2. Train Frontline Workers

The Federal Ministry of Health must train community health workers, nurses, and town clinic doctors to recognise early BU signs — painless lumps, swelling, plaques — and refer cases fast. It’s dangerous to wait until ulcers explode.

3. Strengthen Tertiary & Specialized Centers

Wound-care units, reconstructive surgery, and orthopedic teams must exist in regional teaching hospitals in the North (e.g., Maiduguri, Yola, Bauchi). Advanced cases deserve care close to home.

Healthcare centres in Northeast Nigeria

4. Ensure Reliable Supply of Drugs

BU-specific antibiotics (rifampicin, clarithromycin, or alternative regimens) must be stocked and available free or subsidized. Gaps in supply delay treatment and worsen outcomes.

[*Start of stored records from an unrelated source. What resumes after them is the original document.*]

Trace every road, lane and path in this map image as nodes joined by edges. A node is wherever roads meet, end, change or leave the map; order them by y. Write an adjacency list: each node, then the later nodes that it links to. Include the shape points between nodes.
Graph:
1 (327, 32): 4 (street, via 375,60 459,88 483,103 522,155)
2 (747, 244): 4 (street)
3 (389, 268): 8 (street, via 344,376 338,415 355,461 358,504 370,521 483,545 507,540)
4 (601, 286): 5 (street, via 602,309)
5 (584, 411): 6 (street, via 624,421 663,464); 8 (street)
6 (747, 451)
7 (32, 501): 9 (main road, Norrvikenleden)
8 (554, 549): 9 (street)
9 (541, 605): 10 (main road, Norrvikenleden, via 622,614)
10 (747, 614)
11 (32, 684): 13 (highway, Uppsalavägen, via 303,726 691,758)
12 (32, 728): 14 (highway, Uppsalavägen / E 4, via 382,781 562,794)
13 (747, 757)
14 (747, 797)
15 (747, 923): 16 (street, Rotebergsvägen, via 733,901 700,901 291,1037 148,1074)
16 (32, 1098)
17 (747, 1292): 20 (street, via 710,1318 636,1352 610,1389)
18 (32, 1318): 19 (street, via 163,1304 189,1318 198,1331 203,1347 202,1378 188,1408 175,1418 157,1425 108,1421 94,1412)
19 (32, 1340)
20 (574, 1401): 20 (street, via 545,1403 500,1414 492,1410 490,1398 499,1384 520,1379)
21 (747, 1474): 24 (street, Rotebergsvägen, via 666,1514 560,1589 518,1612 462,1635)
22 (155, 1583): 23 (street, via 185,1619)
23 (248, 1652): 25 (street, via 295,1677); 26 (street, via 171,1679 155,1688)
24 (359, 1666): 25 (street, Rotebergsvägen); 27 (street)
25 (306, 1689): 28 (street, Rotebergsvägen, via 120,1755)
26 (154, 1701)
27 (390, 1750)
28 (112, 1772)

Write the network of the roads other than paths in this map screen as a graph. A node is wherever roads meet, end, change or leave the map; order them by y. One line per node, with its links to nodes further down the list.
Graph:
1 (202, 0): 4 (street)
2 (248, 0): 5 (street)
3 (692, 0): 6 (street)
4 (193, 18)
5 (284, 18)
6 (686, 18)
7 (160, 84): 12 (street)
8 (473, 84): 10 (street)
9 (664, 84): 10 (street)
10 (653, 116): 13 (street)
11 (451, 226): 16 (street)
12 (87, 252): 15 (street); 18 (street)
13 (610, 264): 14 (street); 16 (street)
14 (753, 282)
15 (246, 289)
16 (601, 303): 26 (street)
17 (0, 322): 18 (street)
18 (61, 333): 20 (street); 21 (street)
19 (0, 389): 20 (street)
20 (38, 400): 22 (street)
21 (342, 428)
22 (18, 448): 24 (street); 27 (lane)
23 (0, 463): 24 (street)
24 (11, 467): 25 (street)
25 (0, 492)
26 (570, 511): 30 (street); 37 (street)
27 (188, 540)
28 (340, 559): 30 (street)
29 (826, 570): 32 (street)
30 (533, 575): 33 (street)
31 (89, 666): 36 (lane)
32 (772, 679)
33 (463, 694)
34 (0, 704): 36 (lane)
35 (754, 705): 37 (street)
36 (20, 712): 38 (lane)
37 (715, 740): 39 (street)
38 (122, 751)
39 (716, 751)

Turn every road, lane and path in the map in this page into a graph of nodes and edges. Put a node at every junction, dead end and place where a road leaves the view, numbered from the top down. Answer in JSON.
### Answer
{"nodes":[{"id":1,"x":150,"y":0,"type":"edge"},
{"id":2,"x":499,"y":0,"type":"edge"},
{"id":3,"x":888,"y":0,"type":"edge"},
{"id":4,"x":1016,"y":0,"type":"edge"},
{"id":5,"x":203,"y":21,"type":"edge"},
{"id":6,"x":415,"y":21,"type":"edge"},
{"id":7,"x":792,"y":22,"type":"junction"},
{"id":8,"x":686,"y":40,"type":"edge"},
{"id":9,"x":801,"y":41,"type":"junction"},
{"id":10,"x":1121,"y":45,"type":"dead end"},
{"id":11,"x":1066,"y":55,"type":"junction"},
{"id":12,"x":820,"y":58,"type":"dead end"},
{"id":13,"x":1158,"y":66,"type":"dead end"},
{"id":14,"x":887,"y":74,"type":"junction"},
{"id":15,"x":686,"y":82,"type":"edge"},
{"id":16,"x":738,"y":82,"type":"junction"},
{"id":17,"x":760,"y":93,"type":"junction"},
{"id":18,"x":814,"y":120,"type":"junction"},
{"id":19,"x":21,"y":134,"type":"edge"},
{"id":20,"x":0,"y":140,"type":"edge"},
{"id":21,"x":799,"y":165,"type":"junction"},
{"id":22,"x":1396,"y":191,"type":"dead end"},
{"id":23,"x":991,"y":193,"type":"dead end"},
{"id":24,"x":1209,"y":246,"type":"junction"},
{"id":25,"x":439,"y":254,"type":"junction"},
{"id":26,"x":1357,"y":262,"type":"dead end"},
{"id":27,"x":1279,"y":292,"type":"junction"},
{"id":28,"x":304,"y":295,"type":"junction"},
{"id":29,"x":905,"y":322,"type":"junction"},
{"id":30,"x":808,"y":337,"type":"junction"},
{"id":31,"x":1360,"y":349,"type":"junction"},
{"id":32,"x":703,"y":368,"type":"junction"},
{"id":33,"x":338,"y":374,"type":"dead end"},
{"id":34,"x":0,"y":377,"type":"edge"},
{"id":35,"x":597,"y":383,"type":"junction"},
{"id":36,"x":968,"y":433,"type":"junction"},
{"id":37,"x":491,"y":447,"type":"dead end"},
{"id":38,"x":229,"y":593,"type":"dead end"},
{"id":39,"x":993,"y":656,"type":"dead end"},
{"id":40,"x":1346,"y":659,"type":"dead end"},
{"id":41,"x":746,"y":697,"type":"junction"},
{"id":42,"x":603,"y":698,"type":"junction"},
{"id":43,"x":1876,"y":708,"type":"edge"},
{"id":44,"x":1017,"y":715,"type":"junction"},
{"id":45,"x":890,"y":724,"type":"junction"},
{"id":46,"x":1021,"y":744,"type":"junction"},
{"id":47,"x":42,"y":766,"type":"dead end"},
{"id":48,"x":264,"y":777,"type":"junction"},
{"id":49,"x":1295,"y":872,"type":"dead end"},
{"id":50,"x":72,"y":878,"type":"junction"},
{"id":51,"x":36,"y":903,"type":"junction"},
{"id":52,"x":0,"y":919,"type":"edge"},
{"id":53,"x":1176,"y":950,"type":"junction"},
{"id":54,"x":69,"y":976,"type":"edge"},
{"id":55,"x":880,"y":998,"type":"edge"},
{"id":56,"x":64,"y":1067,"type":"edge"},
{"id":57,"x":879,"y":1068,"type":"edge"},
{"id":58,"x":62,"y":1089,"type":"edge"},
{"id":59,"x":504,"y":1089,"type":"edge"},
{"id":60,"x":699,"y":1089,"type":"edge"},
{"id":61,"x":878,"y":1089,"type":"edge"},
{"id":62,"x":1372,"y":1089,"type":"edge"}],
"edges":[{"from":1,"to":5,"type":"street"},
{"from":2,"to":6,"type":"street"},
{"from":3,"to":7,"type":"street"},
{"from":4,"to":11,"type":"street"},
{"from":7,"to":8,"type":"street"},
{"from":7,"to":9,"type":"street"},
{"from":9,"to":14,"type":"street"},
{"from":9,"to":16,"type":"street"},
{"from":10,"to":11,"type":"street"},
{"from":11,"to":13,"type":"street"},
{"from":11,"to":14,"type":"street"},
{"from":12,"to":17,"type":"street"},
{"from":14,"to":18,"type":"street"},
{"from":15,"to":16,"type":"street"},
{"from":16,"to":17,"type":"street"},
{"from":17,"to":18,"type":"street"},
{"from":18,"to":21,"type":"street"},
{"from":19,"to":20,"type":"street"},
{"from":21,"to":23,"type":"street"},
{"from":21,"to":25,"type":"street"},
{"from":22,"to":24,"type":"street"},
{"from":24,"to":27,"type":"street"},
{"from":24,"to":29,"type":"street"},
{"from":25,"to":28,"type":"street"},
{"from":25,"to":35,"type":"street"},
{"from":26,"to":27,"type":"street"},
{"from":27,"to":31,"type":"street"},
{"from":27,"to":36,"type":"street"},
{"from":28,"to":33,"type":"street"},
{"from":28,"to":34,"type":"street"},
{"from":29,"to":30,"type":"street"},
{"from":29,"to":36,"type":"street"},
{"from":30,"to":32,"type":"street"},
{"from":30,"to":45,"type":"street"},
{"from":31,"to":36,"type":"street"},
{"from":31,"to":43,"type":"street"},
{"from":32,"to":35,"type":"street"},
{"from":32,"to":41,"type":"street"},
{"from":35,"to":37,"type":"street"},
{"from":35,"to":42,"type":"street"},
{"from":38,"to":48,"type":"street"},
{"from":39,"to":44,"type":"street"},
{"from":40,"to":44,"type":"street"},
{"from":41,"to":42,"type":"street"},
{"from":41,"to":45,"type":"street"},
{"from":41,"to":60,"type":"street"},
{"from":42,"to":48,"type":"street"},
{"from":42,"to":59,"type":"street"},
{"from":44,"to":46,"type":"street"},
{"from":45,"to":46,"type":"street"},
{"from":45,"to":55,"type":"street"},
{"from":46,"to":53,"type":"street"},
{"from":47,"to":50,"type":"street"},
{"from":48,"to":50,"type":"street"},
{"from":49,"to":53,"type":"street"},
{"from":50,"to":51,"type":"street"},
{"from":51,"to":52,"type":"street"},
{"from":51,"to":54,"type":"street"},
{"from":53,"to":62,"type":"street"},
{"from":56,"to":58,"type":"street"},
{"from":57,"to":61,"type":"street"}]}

5. Raise Public Awareness & Early Reporting

Through radio, social media, community outreach, teach people that lumps and skin swellings that don’t heal might be more than insect bites. Encourage residents to visit clinics early.

6. Data, Surveillance & Transparency

State governments (especially in the North) must invest in disease surveillance systems. Accurate data helps allocate funding, deploy teams, and manage outbreaks proactively.

How Young Nigerians Can Help

  • Spread awareness: Share information, especially in rural or hometown circles.
  • Support NGOs & health campaigns: Volunteer, donate, amplify voices.
  • Watch your own skin: If you notice a swelling or sore that doesn’t heal, don’t self-treat, instead see a qualified doctor.
  • Push for health reform: Demand that your state budgets for better medical infrastructure and neglected disease programs.

Let’s Prioritize Healthcare at all Levels

Adamawa’s current crisis is a tragic reminder that illnesses don’t wait for better days. When infrastructure is weak, disease thrives.

Buruli ulcer is not new or exotic, it’s preventable, treatable, and, with the right steps, containable. But only if Nigeria takes it seriously at every level, from LGA clinics to state hospitals to the national ministry of health, everyone decision-maker must consider this a priority.

If Nigeria fails to act now, we’ll simply let another “neglected disease” claim more victims, especially among the youth, among our future.